[[ RECORDS SHOWN, beginning ]]

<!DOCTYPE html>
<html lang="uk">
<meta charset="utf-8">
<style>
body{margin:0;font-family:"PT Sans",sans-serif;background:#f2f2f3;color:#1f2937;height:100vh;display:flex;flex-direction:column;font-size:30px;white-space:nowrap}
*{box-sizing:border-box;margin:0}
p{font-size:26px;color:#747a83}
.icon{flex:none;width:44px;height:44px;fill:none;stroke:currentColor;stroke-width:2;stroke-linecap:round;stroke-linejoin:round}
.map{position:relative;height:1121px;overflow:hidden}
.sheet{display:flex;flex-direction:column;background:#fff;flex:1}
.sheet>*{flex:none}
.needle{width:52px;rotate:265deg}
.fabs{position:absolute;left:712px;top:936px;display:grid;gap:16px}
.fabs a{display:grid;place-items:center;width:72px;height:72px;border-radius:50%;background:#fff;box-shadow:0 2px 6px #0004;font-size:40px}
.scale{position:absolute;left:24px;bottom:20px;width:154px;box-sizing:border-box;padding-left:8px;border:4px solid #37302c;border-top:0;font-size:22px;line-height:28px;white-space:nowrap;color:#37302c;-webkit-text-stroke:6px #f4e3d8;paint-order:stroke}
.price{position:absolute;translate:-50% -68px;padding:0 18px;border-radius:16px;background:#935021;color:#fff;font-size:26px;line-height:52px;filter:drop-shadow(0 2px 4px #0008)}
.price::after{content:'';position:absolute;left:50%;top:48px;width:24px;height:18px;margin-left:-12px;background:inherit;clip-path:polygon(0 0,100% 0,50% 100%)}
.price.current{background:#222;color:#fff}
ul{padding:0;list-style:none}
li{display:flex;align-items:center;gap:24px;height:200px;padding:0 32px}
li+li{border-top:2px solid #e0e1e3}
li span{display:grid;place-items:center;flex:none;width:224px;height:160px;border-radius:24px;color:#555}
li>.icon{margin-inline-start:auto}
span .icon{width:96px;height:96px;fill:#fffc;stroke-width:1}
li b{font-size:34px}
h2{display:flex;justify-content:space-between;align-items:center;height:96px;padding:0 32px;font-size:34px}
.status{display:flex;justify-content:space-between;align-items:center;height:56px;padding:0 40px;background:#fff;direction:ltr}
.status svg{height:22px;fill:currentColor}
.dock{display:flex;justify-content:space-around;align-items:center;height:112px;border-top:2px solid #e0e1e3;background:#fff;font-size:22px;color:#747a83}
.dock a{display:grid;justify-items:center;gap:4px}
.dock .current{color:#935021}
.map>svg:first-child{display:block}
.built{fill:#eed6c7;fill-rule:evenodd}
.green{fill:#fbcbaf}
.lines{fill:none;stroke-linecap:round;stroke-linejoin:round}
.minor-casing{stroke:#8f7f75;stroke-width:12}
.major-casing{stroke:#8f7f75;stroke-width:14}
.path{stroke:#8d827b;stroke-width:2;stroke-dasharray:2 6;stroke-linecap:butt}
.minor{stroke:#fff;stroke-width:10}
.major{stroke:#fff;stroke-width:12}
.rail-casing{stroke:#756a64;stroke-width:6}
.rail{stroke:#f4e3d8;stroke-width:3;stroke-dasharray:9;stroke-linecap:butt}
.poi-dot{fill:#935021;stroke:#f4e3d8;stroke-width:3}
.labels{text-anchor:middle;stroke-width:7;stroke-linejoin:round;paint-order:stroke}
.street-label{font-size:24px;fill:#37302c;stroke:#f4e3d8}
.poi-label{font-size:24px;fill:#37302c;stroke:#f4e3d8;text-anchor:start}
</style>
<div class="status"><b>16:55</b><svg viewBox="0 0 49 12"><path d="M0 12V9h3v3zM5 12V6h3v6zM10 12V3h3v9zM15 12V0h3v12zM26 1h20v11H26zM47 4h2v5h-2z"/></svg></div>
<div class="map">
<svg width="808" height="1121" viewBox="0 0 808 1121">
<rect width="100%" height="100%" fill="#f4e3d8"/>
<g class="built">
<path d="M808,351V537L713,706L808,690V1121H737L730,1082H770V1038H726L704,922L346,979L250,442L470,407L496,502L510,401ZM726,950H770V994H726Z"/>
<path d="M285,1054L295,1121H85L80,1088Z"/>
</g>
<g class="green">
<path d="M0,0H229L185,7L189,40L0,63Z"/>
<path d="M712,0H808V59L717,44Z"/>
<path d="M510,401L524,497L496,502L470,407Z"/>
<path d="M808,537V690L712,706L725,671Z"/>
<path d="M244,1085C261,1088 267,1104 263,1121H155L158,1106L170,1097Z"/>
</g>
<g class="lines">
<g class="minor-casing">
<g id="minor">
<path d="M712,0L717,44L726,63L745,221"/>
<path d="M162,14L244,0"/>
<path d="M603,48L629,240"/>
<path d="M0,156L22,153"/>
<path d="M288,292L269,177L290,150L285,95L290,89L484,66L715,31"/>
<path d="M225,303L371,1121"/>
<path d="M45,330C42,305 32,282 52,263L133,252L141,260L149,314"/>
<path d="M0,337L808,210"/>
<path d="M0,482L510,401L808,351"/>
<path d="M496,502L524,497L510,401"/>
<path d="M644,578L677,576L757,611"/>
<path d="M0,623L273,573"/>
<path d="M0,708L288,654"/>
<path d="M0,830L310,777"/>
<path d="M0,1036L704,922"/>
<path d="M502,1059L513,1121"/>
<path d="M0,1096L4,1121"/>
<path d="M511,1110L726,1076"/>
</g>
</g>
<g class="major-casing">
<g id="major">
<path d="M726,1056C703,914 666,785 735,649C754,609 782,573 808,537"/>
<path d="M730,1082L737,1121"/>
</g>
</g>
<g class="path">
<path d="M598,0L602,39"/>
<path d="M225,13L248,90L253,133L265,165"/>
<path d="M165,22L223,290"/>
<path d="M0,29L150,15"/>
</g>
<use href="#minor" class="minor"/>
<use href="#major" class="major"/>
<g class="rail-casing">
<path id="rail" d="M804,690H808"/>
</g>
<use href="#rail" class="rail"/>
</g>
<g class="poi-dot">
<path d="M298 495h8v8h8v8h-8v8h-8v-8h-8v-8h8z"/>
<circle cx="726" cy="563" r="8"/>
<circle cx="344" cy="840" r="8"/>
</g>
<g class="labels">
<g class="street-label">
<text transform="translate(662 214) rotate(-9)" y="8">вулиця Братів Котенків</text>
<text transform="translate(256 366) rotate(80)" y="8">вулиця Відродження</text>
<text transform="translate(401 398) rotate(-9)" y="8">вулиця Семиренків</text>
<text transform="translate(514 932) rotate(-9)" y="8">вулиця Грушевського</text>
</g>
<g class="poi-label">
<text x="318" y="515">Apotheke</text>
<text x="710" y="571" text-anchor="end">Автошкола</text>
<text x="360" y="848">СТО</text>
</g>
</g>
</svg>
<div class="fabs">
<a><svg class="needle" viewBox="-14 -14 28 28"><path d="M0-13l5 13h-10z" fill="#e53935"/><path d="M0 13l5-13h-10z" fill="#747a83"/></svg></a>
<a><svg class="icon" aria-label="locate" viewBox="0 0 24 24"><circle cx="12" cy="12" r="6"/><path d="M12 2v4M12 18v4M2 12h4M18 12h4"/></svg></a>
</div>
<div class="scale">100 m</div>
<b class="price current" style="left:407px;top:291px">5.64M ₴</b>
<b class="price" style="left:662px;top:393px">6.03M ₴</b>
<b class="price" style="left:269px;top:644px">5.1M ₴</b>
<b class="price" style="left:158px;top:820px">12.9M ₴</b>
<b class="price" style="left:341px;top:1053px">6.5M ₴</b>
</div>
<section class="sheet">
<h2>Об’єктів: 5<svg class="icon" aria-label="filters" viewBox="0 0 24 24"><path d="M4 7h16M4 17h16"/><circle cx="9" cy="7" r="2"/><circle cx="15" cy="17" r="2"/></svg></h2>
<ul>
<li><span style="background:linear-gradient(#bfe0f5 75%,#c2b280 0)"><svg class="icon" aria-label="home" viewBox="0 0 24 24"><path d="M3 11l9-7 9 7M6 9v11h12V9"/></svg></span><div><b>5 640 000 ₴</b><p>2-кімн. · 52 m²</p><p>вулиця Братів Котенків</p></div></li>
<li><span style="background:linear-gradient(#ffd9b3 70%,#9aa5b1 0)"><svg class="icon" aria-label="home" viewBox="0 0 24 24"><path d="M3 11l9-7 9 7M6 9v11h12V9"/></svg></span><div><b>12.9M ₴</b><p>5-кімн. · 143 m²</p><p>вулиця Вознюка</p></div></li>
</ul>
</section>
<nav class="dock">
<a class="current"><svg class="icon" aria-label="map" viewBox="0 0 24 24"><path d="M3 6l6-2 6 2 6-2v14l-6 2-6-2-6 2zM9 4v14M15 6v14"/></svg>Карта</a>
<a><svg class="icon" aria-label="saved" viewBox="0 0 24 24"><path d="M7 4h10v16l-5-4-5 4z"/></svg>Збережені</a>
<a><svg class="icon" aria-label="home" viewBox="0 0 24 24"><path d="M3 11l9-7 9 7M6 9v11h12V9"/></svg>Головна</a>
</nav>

[[ RECORDS SHOWN, end ]]

■ WORK REQUEST ■
Copy every line from the data that includes the string "none".

■ WRITTEN REPLY ■
.icon{flex:none;width:44px;height:44px;fill:none;stroke:currentColor;stroke-width:2;stroke-linecap:round;stroke-linejoin:round}
.sheet>*{flex:none}
ul{padding:0;list-style:none}
li span{display:grid;place-items:center;flex:none;width:224px;height:160px;border-radius:24px;color:#555}
.lines{fill:none;stroke-linecap:round;stroke-linejoin:round}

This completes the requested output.